◆ **What you should do**
Scan the entries below and say how many lines contain "nodes". Write only the number.

(Stored data)
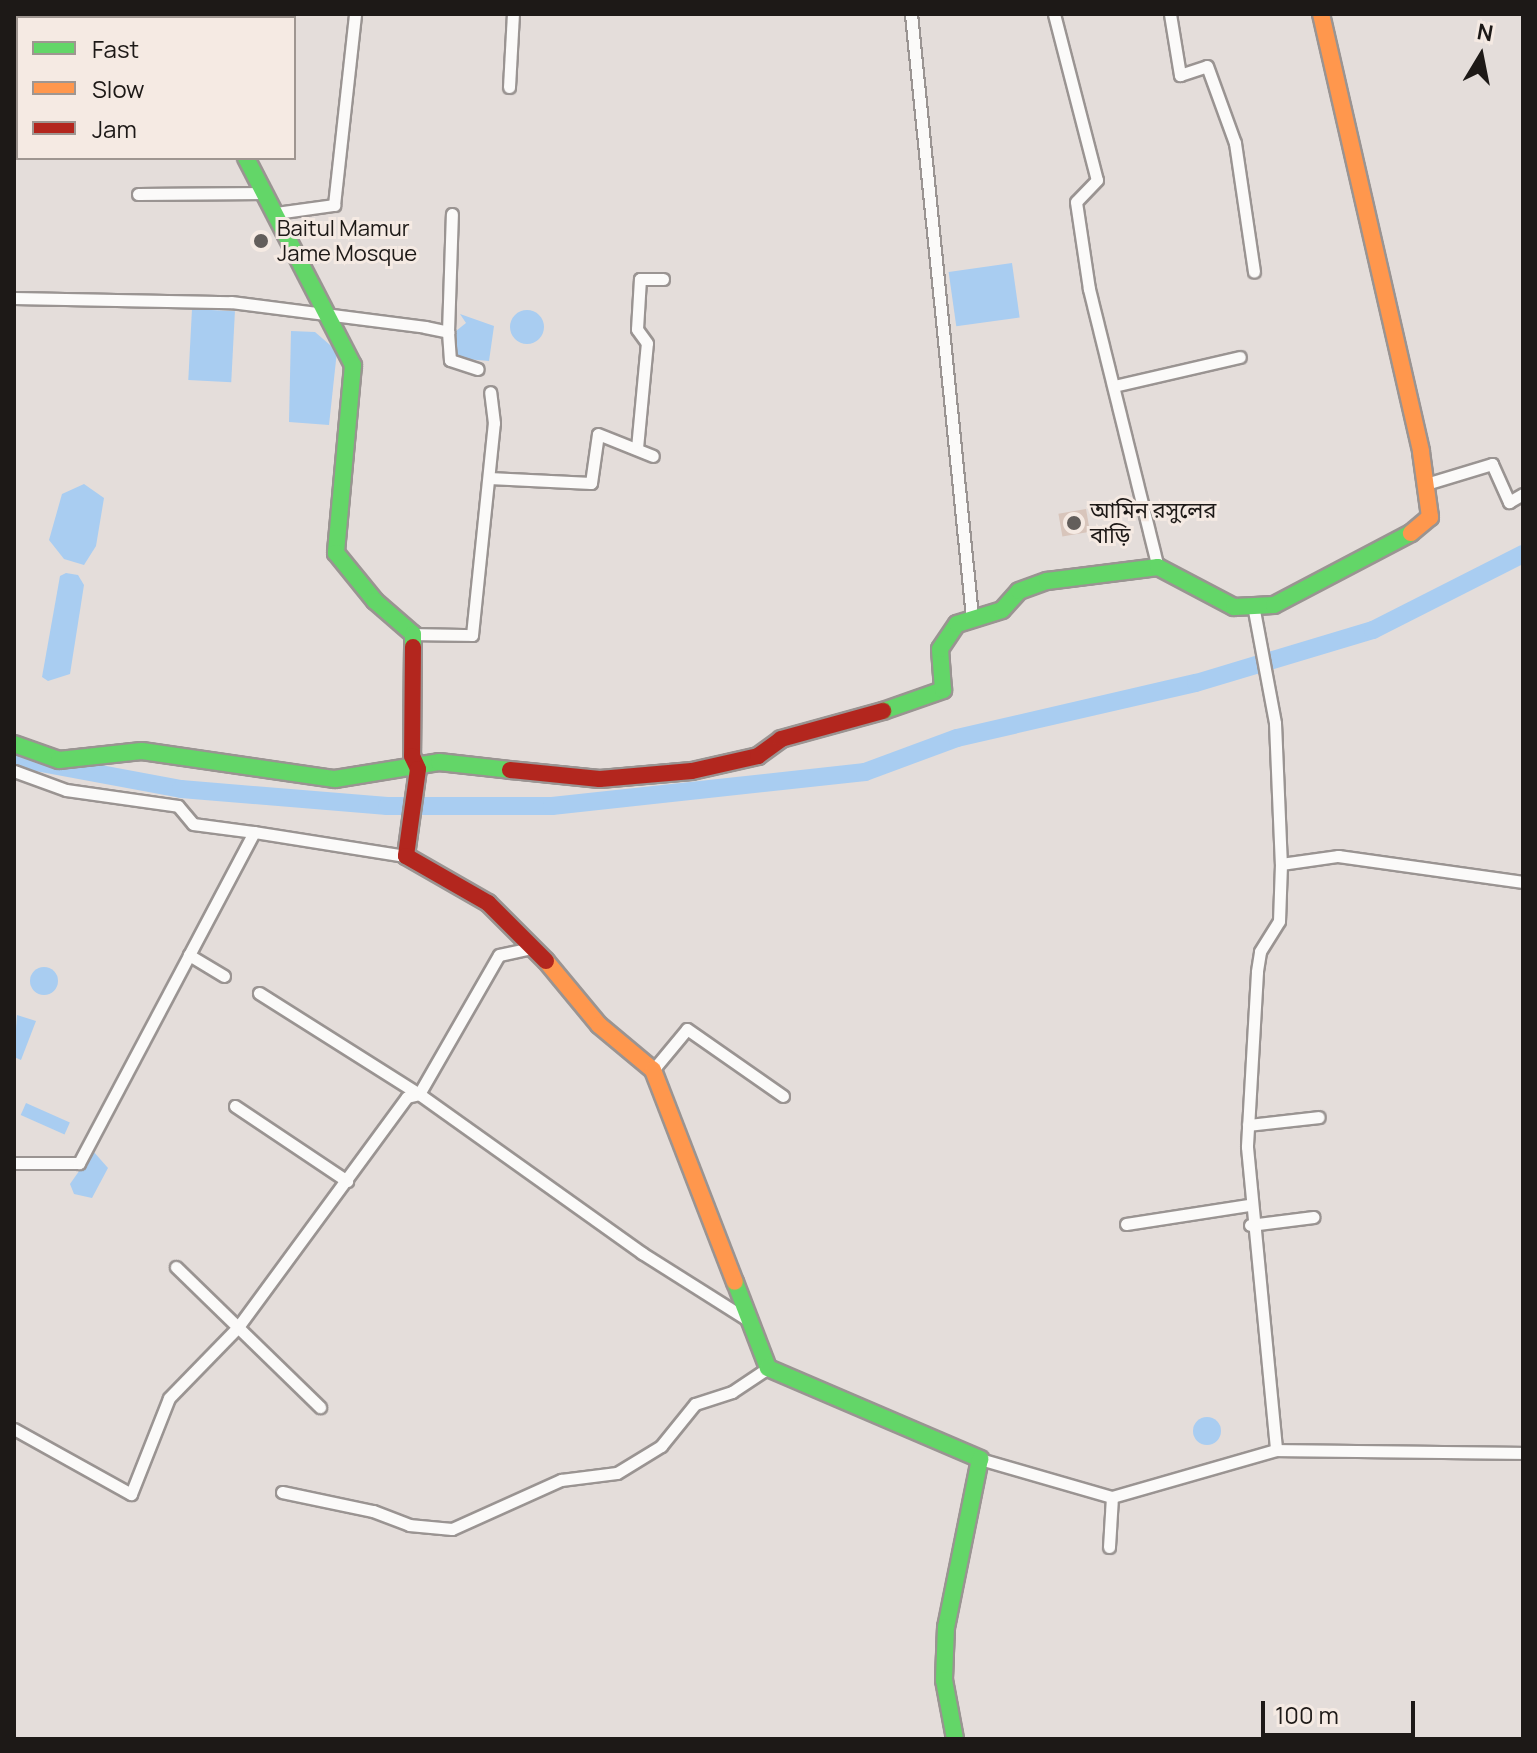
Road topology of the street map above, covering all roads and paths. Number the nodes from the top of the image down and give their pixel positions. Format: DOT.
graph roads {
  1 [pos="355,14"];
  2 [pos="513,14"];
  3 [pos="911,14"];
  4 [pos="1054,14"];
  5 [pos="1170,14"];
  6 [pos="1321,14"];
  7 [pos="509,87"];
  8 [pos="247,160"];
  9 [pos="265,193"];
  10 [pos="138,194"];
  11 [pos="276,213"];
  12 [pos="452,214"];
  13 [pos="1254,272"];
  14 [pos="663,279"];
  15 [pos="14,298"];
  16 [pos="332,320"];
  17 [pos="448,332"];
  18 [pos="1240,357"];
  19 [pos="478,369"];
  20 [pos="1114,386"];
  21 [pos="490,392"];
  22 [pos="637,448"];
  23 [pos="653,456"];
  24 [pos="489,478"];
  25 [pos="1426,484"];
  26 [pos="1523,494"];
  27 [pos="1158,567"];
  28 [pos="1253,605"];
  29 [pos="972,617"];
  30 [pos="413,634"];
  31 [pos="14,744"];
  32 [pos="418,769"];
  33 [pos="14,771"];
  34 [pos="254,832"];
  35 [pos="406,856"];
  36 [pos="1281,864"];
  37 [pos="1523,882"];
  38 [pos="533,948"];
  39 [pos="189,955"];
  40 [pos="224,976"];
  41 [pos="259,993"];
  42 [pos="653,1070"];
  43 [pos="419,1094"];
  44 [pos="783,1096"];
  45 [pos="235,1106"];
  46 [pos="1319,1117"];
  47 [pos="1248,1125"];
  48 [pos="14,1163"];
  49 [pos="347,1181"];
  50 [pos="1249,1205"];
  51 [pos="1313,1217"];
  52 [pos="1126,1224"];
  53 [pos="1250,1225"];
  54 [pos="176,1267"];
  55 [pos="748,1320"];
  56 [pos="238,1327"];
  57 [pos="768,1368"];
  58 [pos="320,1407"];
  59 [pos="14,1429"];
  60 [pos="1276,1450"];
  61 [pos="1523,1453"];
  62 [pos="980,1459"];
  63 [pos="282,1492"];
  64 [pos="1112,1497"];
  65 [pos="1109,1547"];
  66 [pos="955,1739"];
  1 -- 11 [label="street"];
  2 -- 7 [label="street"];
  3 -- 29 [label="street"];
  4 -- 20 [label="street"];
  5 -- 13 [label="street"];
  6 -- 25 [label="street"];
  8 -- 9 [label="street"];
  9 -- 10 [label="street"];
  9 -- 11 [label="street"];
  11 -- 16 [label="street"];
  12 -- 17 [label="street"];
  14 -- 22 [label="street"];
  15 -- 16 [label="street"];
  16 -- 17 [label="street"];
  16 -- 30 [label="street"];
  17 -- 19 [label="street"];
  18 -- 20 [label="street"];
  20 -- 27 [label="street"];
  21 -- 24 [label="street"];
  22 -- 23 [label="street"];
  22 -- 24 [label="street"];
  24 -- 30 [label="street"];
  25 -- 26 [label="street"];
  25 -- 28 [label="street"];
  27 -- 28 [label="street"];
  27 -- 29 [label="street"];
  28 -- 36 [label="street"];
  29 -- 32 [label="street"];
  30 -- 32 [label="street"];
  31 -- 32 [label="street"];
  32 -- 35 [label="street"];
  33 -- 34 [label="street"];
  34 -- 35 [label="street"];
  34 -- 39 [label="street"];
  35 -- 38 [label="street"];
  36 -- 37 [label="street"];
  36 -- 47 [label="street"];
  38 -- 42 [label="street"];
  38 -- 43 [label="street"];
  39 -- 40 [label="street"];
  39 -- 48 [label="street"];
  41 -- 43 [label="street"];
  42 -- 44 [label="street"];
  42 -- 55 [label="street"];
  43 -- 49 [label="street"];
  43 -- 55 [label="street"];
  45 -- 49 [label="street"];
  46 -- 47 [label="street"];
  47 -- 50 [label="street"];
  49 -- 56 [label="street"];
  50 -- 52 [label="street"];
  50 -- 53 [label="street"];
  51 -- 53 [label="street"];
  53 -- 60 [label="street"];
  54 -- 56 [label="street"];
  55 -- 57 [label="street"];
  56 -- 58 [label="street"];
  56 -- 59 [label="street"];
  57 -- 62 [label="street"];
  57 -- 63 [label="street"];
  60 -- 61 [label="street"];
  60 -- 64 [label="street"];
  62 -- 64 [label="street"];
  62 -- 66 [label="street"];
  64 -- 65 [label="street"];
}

---

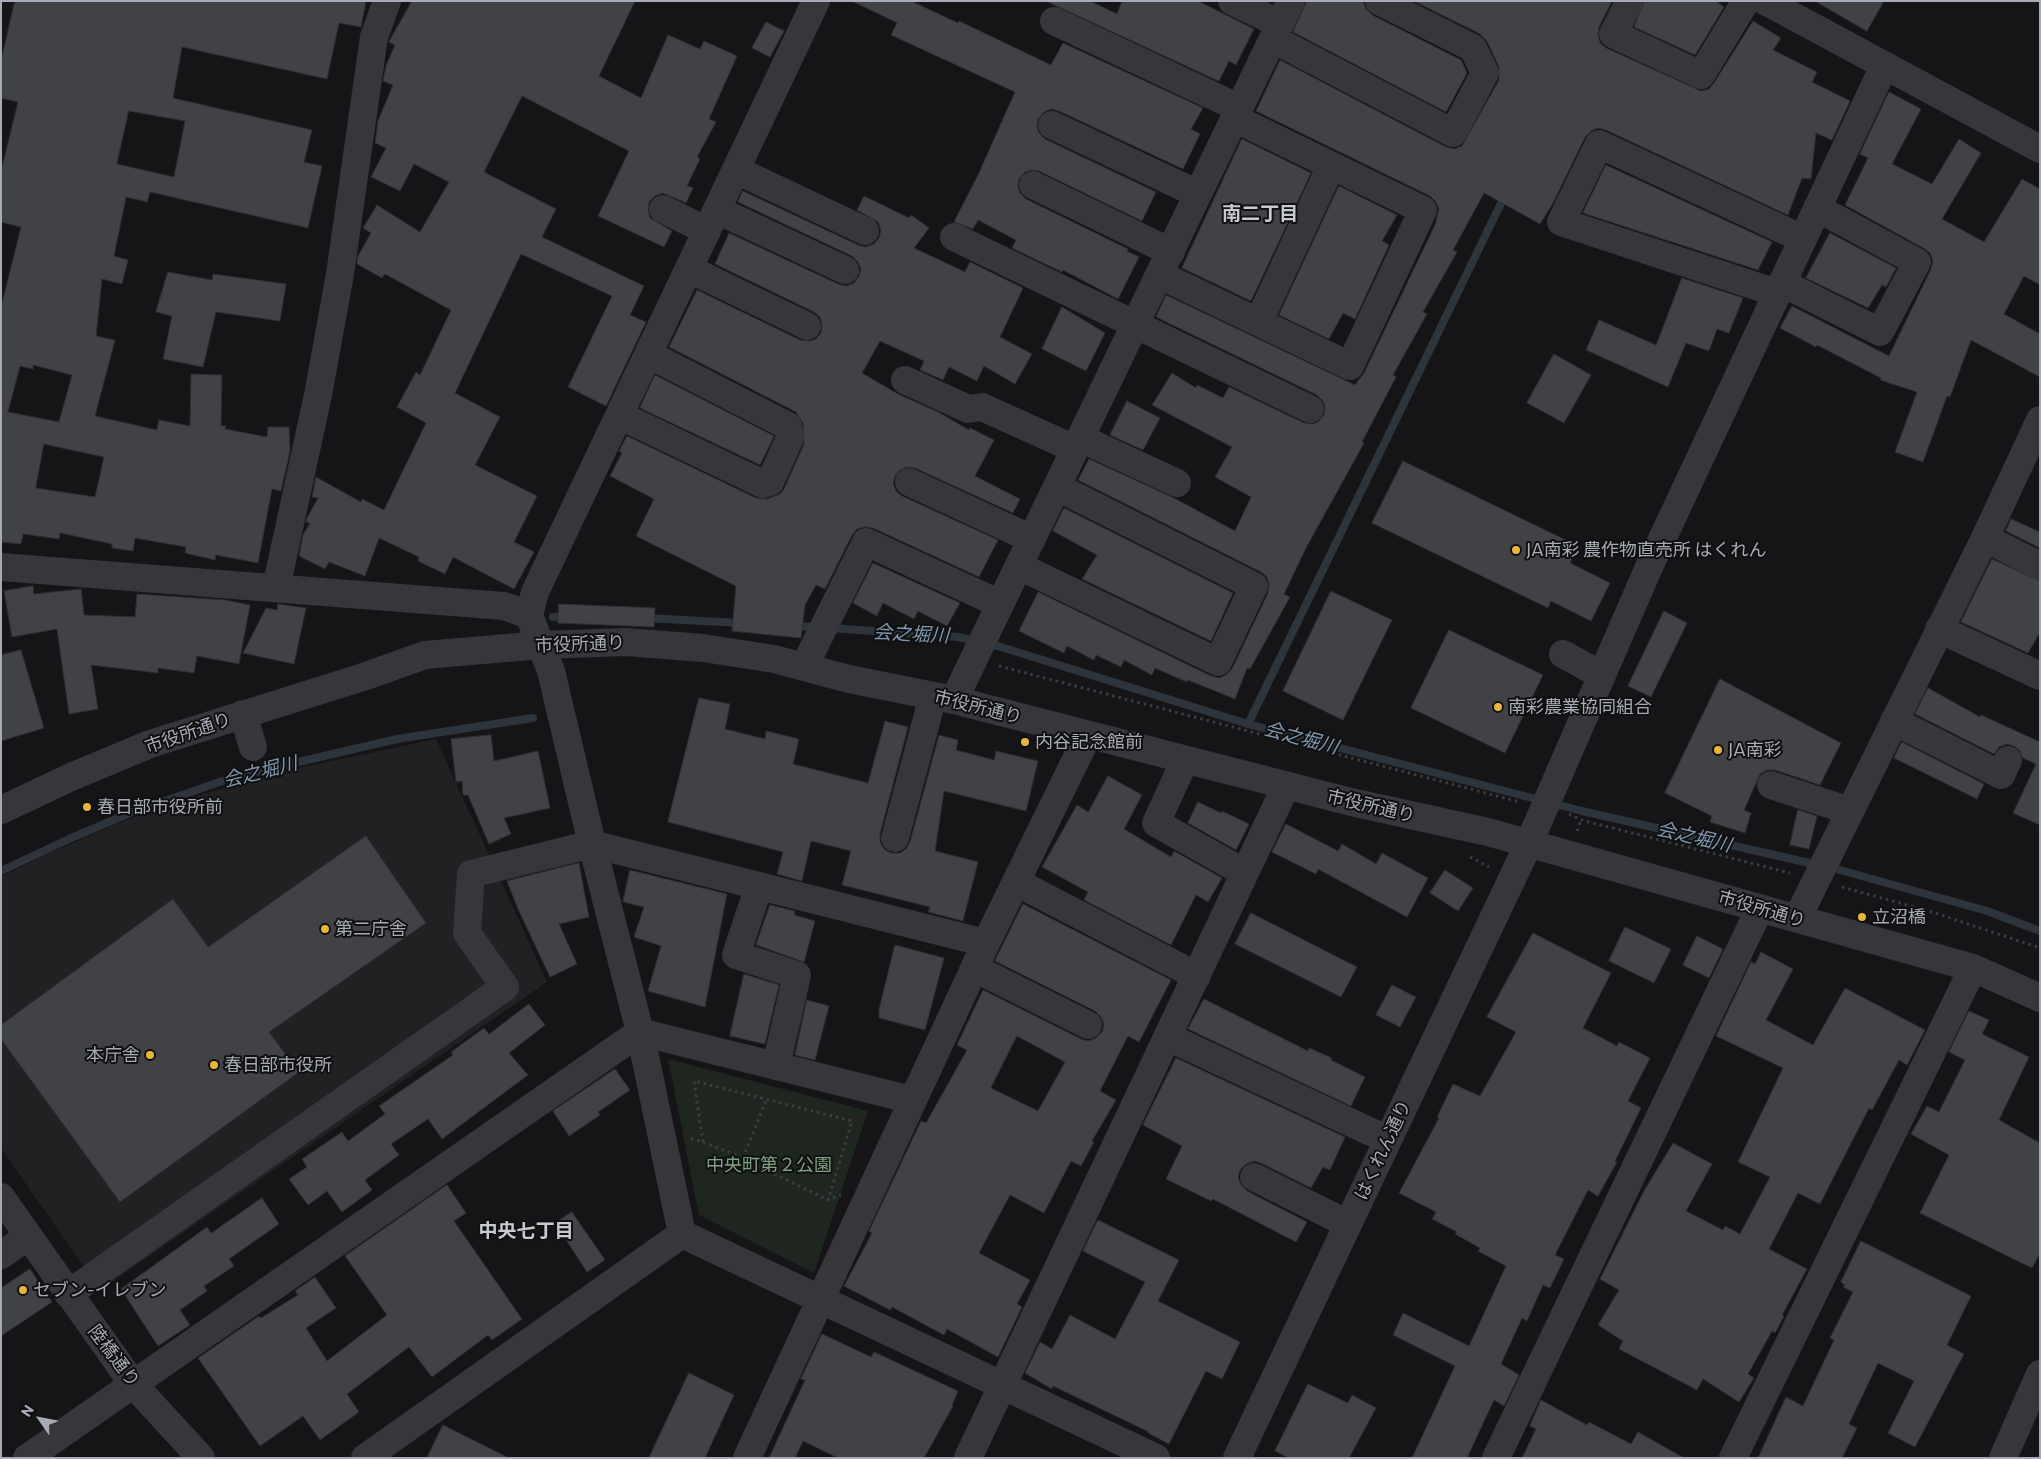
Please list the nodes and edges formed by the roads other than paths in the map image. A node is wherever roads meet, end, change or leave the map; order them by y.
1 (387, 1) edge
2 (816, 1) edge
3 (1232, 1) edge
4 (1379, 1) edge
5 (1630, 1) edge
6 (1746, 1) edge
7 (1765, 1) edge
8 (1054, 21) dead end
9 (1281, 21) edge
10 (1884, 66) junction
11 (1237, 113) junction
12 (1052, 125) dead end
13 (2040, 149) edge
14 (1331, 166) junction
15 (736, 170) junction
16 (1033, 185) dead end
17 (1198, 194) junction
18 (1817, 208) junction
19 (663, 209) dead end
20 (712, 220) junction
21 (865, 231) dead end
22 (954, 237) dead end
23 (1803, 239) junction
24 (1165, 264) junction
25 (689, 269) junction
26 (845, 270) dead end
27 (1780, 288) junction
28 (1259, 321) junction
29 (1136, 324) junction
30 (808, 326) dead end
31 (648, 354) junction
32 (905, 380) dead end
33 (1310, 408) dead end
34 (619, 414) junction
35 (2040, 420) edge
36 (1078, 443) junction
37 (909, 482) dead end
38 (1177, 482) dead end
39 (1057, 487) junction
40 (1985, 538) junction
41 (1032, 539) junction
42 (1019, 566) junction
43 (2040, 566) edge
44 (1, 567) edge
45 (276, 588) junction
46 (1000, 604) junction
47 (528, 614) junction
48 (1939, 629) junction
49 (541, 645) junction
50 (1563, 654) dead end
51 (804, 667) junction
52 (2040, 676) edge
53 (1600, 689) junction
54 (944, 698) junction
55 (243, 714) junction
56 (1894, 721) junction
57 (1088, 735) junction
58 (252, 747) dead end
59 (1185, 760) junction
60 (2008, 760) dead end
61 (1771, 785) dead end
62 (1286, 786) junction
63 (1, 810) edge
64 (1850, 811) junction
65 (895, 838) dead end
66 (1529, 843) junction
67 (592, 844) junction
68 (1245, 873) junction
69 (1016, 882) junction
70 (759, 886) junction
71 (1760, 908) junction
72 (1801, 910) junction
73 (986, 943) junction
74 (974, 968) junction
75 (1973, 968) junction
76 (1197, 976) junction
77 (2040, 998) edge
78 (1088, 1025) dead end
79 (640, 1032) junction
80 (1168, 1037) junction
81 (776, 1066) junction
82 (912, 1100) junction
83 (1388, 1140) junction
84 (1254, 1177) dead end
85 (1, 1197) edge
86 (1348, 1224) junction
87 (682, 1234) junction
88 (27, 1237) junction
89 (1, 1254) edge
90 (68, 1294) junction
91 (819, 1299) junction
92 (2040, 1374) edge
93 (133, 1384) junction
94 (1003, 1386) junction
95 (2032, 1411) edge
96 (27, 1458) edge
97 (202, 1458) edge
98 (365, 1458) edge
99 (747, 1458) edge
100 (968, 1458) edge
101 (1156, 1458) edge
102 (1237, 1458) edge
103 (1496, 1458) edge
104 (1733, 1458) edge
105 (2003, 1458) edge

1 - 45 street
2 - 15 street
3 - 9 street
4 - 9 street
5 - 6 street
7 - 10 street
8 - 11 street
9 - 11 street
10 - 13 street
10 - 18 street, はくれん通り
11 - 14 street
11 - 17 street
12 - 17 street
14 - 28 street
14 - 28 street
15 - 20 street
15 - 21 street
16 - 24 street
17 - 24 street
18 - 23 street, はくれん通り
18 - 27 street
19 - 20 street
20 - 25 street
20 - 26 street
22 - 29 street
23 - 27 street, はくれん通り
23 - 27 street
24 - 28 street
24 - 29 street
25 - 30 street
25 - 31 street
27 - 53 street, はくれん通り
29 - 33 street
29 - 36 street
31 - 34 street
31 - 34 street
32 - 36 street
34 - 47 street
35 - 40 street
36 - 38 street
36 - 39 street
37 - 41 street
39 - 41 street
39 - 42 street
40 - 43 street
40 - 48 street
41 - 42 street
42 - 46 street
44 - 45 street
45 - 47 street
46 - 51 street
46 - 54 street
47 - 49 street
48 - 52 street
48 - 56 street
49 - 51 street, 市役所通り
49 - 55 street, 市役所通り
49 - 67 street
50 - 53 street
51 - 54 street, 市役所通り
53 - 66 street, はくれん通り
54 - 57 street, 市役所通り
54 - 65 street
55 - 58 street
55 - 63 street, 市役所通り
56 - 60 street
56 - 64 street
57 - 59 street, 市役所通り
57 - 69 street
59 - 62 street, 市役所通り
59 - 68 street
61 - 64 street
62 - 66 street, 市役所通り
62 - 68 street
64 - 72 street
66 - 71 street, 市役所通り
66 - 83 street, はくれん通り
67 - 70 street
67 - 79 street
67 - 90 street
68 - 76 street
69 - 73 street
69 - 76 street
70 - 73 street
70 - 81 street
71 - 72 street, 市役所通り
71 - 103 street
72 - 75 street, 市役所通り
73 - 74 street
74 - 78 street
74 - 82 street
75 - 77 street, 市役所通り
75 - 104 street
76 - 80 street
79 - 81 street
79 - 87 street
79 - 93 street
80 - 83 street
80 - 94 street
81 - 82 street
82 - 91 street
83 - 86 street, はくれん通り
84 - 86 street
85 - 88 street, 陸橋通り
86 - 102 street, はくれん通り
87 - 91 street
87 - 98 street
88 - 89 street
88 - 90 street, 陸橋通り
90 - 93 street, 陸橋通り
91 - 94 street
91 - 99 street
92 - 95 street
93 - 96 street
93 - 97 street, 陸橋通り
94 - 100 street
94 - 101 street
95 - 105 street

◆ **Task response**
2